» **Task prompt**: From the line below that contains "index pip: (385, 258)" to the line that contains "pinky tip: (273, 251)", repeat every line exactly, both ends included, and nothing else.

Collected data entries:

____

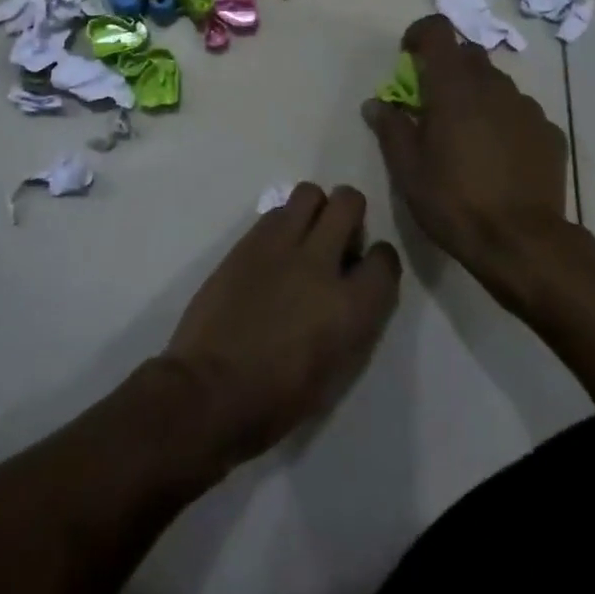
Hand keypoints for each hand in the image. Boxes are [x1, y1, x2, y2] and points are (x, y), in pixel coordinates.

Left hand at [164, 184, 400, 466]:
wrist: (209, 390)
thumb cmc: (277, 400)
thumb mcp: (336, 371)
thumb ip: (353, 319)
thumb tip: (351, 287)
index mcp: (351, 307)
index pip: (385, 258)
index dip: (379, 260)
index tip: (366, 269)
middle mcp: (321, 264)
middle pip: (349, 202)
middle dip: (349, 214)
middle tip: (337, 239)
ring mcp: (280, 246)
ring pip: (309, 192)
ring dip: (314, 210)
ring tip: (304, 237)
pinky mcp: (247, 241)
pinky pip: (275, 212)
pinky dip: (282, 223)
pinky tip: (273, 251)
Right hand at [363, 14, 570, 305]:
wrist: (523, 243)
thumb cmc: (454, 201)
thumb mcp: (408, 169)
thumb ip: (390, 128)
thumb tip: (376, 104)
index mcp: (454, 86)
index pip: (438, 30)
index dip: (420, 34)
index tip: (408, 57)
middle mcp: (494, 85)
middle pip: (468, 56)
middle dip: (448, 69)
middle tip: (433, 104)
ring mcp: (527, 108)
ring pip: (496, 84)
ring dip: (477, 96)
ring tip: (467, 136)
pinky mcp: (549, 133)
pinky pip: (520, 112)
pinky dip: (504, 121)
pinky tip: (498, 157)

____

» **Exercise output**:
index pip: (385, 258)
index dip: (379, 260)
index tip: (366, 269)
middle mcp: (321, 264)
middle pip: (349, 202)
middle dip: (349, 214)
middle tip: (337, 239)
ring mcp: (280, 246)
ring pip: (309, 192)
ring dip: (314, 210)
ring tip: (304, 237)
pinky mcp: (247, 241)
pinky pip: (275, 212)
pinky dip: (282, 223)
pinky tip: (273, 251)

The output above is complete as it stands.